(LISTED ENTRIES)

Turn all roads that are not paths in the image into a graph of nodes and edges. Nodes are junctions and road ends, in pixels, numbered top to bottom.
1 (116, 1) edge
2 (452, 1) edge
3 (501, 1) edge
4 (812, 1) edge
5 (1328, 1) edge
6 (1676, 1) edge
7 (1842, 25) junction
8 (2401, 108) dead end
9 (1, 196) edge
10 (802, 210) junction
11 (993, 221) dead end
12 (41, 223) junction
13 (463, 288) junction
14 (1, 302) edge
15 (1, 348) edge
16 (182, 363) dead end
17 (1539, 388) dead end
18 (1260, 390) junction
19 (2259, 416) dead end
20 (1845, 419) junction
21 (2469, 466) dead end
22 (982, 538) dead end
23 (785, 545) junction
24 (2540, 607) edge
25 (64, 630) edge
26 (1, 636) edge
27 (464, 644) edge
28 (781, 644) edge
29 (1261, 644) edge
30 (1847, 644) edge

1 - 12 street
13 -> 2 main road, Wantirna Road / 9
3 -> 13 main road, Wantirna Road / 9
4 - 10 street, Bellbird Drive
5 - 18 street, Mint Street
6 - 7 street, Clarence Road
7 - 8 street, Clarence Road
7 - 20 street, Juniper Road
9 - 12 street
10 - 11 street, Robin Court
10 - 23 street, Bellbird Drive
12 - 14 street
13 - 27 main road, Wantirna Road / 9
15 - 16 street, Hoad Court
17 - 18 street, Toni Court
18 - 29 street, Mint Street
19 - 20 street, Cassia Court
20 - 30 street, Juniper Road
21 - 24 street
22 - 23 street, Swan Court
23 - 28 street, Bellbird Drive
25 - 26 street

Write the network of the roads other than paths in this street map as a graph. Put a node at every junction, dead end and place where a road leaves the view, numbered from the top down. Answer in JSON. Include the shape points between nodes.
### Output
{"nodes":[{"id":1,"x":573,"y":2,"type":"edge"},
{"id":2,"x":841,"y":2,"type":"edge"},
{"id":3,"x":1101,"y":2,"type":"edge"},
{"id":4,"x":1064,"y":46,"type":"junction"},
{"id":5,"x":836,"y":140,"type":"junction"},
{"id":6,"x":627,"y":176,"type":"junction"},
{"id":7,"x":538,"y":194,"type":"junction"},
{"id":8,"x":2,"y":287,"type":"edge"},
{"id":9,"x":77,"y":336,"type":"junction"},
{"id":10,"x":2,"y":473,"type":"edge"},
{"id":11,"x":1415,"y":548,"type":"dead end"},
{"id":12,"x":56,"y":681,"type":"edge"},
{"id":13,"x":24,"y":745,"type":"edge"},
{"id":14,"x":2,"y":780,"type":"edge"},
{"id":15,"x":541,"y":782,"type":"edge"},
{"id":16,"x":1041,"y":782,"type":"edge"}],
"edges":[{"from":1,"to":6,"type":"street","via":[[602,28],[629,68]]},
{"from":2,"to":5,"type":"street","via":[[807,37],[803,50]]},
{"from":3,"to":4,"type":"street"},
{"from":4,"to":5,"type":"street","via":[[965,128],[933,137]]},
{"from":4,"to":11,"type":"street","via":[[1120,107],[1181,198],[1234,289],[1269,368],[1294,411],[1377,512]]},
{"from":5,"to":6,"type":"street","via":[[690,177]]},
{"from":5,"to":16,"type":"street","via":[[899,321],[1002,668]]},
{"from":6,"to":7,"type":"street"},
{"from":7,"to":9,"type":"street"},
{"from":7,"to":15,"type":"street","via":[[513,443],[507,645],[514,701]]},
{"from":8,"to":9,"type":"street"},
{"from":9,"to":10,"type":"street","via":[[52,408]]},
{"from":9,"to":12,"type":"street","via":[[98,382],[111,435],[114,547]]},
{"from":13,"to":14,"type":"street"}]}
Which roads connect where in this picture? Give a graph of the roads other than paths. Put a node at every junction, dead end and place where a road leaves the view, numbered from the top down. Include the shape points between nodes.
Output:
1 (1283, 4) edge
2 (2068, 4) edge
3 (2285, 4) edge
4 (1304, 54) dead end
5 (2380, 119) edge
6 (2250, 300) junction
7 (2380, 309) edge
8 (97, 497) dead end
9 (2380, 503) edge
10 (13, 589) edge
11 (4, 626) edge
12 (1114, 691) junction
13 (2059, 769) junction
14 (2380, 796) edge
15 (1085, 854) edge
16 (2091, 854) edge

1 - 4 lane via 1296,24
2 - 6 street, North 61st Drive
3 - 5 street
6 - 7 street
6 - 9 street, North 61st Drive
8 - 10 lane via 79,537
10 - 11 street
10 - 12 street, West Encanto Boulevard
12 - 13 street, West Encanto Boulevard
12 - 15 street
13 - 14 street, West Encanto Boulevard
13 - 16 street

(End LISTED ENTRIES)

## WORK ORDER
Output all records exactly, with nothing added or dropped.

## ANSWER TO THIS PROBLEM
Turn all roads that are not paths in the image into a graph of nodes and edges. Nodes are junctions and road ends, in pixels, numbered top to bottom.
1 (116, 1) edge
2 (452, 1) edge
3 (501, 1) edge
4 (812, 1) edge
5 (1328, 1) edge
6 (1676, 1) edge
7 (1842, 25) junction
8 (2401, 108) dead end
9 (1, 196) edge
10 (802, 210) junction
11 (993, 221) dead end
12 (41, 223) junction
13 (463, 288) junction
14 (1, 302) edge
15 (1, 348) edge
16 (182, 363) dead end
17 (1539, 388) dead end
18 (1260, 390) junction
19 (2259, 416) dead end
20 (1845, 419) junction
21 (2469, 466) dead end
22 (982, 538) dead end
23 (785, 545) junction
24 (2540, 607) edge
25 (64, 630) edge
26 (1, 636) edge
27 (464, 644) edge
28 (781, 644) edge
29 (1261, 644) edge
30 (1847, 644) edge

1 - 12 street
13 -> 2 main road, Wantirna Road / 9
3 -> 13 main road, Wantirna Road / 9
4 - 10 street, Bellbird Drive
5 - 18 street, Mint Street
6 - 7 street, Clarence Road
7 - 8 street, Clarence Road
7 - 20 street, Juniper Road
9 - 12 street
10 - 11 street, Robin Court
10 - 23 street, Bellbird Drive
12 - 14 street
13 - 27 main road, Wantirna Road / 9
15 - 16 street, Hoad Court
17 - 18 street, Toni Court
18 - 29 street, Mint Street
19 - 20 street, Cassia Court
20 - 30 street, Juniper Road
21 - 24 street
22 - 23 street, Swan Court
23 - 28 street, Bellbird Drive
25 - 26 street

Write the network of the roads other than paths in this street map as a graph. Put a node at every junction, dead end and place where a road leaves the view, numbered from the top down. Answer in JSON. Include the shape points between nodes.
### Output
{"nodes":[{"id":1,"x":573,"y":2,"type":"edge"},
{"id":2,"x":841,"y":2,"type":"edge"},
{"id":3,"x":1101,"y":2,"type":"edge"},
{"id":4,"x":1064,"y":46,"type":"junction"},
{"id":5,"x":836,"y":140,"type":"junction"},
{"id":6,"x":627,"y":176,"type":"junction"},
{"id":7,"x":538,"y":194,"type":"junction"},
{"id":8,"x":2,"y":287,"type":"edge"},
{"id":9,"x":77,"y":336,"type":"junction"},
{"id":10,"x":2,"y":473,"type":"edge"},
{"id":11,"x":1415,"y":548,"type":"dead end"},
{"id":12,"x":56,"y":681,"type":"edge"},
{"id":13,"x":24,"y":745,"type":"edge"},
{"id":14,"x":2,"y":780,"type":"edge"},
{"id":15,"x":541,"y":782,"type":"edge"},
{"id":16,"x":1041,"y":782,"type":"edge"}],
"edges":[{"from":1,"to":6,"type":"street","via":[[602,28],[629,68]]},
{"from":2,"to":5,"type":"street","via":[[807,37],[803,50]]},
{"from":3,"to":4,"type":"street"},
{"from":4,"to":5,"type":"street","via":[[965,128],[933,137]]},
{"from":4,"to":11,"type":"street","via":[[1120,107],[1181,198],[1234,289],[1269,368],[1294,411],[1377,512]]},
{"from":5,"to":6,"type":"street","via":[[690,177]]},
{"from":5,"to":16,"type":"street","via":[[899,321],[1002,668]]},
{"from":6,"to":7,"type":"street"},
{"from":7,"to":9,"type":"street"},
{"from":7,"to":15,"type":"street","via":[[513,443],[507,645],[514,701]]},
{"from":8,"to":9,"type":"street"},
{"from":9,"to":10,"type":"street","via":[[52,408]]},
{"from":9,"to":12,"type":"street","via":[[98,382],[111,435],[114,547]]},
{"from":13,"to":14,"type":"street"}]}
Which roads connect where in this picture? Give a graph of the roads other than paths. Put a node at every junction, dead end and place where a road leaves the view, numbered from the top down. Include the shape points between nodes.
Output:
1 (1283, 4) edge
2 (2068, 4) edge
3 (2285, 4) edge
4 (1304, 54) dead end
5 (2380, 119) edge
6 (2250, 300) junction
7 (2380, 309) edge
8 (97, 497) dead end
9 (2380, 503) edge
10 (13, 589) edge
11 (4, 626) edge
12 (1114, 691) junction
13 (2059, 769) junction
14 (2380, 796) edge
15 (1085, 854) edge
16 (2091, 854) edge

1 - 4 lane via 1296,24
2 - 6 street, North 61st Drive
3 - 5 street
6 - 7 street
6 - 9 street, North 61st Drive
8 - 10 lane via 79,537
10 - 11 street
10 - 12 street, West Encanto Boulevard
12 - 13 street, West Encanto Boulevard
12 - 15 street
13 - 14 street, West Encanto Boulevard
13 - 16 street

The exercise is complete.